Collected data:
○ ○ ○ ○

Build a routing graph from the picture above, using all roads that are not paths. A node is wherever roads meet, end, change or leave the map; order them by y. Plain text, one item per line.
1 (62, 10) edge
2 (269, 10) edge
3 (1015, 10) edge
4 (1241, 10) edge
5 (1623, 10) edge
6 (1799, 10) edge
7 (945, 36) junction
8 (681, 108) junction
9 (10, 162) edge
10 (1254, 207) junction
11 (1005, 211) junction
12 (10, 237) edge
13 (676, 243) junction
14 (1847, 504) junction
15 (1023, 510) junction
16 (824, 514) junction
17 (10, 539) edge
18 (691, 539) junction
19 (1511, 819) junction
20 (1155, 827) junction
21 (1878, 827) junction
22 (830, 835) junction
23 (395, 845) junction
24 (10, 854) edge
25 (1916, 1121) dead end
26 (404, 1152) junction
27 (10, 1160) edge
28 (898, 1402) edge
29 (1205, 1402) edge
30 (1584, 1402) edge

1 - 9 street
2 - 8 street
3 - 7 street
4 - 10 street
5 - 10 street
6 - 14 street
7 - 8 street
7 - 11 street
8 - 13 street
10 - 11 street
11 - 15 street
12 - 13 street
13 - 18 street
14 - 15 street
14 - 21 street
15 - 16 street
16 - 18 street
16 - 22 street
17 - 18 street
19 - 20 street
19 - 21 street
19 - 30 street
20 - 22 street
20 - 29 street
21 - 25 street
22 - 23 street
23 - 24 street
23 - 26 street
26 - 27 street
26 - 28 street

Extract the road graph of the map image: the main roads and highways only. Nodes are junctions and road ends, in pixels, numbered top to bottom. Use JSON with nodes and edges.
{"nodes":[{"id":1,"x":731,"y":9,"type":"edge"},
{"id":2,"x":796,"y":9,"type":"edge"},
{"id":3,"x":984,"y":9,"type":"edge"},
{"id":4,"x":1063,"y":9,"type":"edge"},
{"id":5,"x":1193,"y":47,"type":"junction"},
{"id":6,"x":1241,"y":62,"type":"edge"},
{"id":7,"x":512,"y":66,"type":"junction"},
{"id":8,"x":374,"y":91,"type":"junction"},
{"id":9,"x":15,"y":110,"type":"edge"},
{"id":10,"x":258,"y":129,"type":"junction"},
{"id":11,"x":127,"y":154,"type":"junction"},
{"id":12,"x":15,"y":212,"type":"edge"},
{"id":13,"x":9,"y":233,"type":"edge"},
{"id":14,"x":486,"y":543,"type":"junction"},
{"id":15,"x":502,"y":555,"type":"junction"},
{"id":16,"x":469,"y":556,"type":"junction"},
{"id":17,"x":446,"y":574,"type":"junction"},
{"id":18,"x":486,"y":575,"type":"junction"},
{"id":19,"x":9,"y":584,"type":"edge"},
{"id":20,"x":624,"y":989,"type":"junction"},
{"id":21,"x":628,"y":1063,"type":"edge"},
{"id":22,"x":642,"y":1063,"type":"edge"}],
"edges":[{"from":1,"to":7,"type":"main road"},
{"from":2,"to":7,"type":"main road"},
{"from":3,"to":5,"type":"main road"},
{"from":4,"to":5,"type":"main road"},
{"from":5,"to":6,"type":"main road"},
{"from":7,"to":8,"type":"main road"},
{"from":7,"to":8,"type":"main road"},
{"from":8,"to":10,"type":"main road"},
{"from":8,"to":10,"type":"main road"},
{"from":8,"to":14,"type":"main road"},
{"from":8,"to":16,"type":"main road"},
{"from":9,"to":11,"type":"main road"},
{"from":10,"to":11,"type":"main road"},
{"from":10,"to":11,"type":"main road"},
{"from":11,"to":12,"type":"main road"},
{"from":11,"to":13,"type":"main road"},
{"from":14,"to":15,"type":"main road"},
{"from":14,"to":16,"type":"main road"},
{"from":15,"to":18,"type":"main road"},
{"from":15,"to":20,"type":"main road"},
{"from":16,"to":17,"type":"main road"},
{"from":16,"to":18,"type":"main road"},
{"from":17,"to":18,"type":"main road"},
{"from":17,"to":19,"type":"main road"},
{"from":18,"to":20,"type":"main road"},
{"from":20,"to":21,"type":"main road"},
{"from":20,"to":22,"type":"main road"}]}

○ ○ ○ ○

# What is needed
Transcribe the data above in full, keeping every word as it is.

# Exercise response
Build a routing graph from the picture above, using all roads that are not paths. A node is wherever roads meet, end, change or leave the map; order them by y. Plain text, one item per line.
1 (62, 10) edge
2 (269, 10) edge
3 (1015, 10) edge
4 (1241, 10) edge
5 (1623, 10) edge
6 (1799, 10) edge
7 (945, 36) junction
8 (681, 108) junction
9 (10, 162) edge
10 (1254, 207) junction
11 (1005, 211) junction
12 (10, 237) edge
13 (676, 243) junction
14 (1847, 504) junction
15 (1023, 510) junction
16 (824, 514) junction
17 (10, 539) edge
18 (691, 539) junction
19 (1511, 819) junction
20 (1155, 827) junction
21 (1878, 827) junction
22 (830, 835) junction
23 (395, 845) junction
24 (10, 854) edge
25 (1916, 1121) dead end
26 (404, 1152) junction
27 (10, 1160) edge
28 (898, 1402) edge
29 (1205, 1402) edge
30 (1584, 1402) edge

1 - 9 street
2 - 8 street
3 - 7 street
4 - 10 street
5 - 10 street
6 - 14 street
7 - 8 street
7 - 11 street
8 - 13 street
10 - 11 street
11 - 15 street
12 - 13 street
13 - 18 street
14 - 15 street
14 - 21 street
15 - 16 street
16 - 18 street
16 - 22 street
17 - 18 street
19 - 20 street
19 - 21 street
19 - 30 street
20 - 22 street
20 - 29 street
21 - 25 street
22 - 23 street
23 - 24 street
23 - 26 street
26 - 27 street
26 - 28 street

Extract the road graph of the map image: the main roads and highways only. Nodes are junctions and road ends, in pixels, numbered top to bottom. Use JSON with nodes and edges.
{"nodes":[{"id":1,"x":731,"y":9,"type":"edge"},
{"id":2,"x":796,"y":9,"type":"edge"},
{"id":3,"x":984,"y":9,"type":"edge"},
{"id":4,"x":1063,"y":9,"type":"edge"},
{"id":5,"x":1193,"y":47,"type":"junction"},
{"id":6,"x":1241,"y":62,"type":"edge"},
{"id":7,"x":512,"y":66,"type":"junction"},
{"id":8,"x":374,"y":91,"type":"junction"},
{"id":9,"x":15,"y":110,"type":"edge"},
{"id":10,"x":258,"y":129,"type":"junction"},
{"id":11,"x":127,"y":154,"type":"junction"},
{"id":12,"x":15,"y":212,"type":"edge"},
{"id":13,"x":9,"y":233,"type":"edge"},
{"id":14,"x":486,"y":543,"type":"junction"},
{"id":15,"x":502,"y":555,"type":"junction"},
{"id":16,"x":469,"y":556,"type":"junction"},
{"id":17,"x":446,"y":574,"type":"junction"},
{"id":18,"x":486,"y":575,"type":"junction"},
{"id":19,"x":9,"y":584,"type":"edge"},
{"id":20,"x":624,"y":989,"type":"junction"},
{"id":21,"x":628,"y":1063,"type":"edge"},
{"id":22,"x":642,"y":1063,"type":"edge"}],
"edges":[{"from":1,"to":7,"type":"main road"},
{"from":2,"to":7,"type":"main road"},
{"from":3,"to":5,"type":"main road"},
{"from":4,"to":5,"type":"main road"},
{"from":5,"to":6,"type":"main road"},
{"from":7,"to":8,"type":"main road"},
{"from":7,"to":8,"type":"main road"},
{"from":8,"to":10,"type":"main road"},
{"from":8,"to":10,"type":"main road"},
{"from":8,"to":14,"type":"main road"},
{"from":8,"to":16,"type":"main road"},
{"from":9,"to":11,"type":"main road"},
{"from":10,"to":11,"type":"main road"},
{"from":10,"to":11,"type":"main road"},
{"from":11,"to":12,"type":"main road"},
{"from":11,"to":13,"type":"main road"},
{"from":14,"to":15,"type":"main road"},
{"from":14,"to":16,"type":"main road"},
{"from":15,"to":18,"type":"main road"},
{"from":15,"to":20,"type":"main road"},
{"from":16,"to":17,"type":"main road"},
{"from":16,"to":18,"type":"main road"},
{"from":17,"to":18,"type":"main road"},
{"from":17,"to":19,"type":"main road"},
{"from":18,"to":20,"type":"main road"},
{"from":20,"to":21,"type":"main road"},
{"from":20,"to":22,"type":"main road"}]}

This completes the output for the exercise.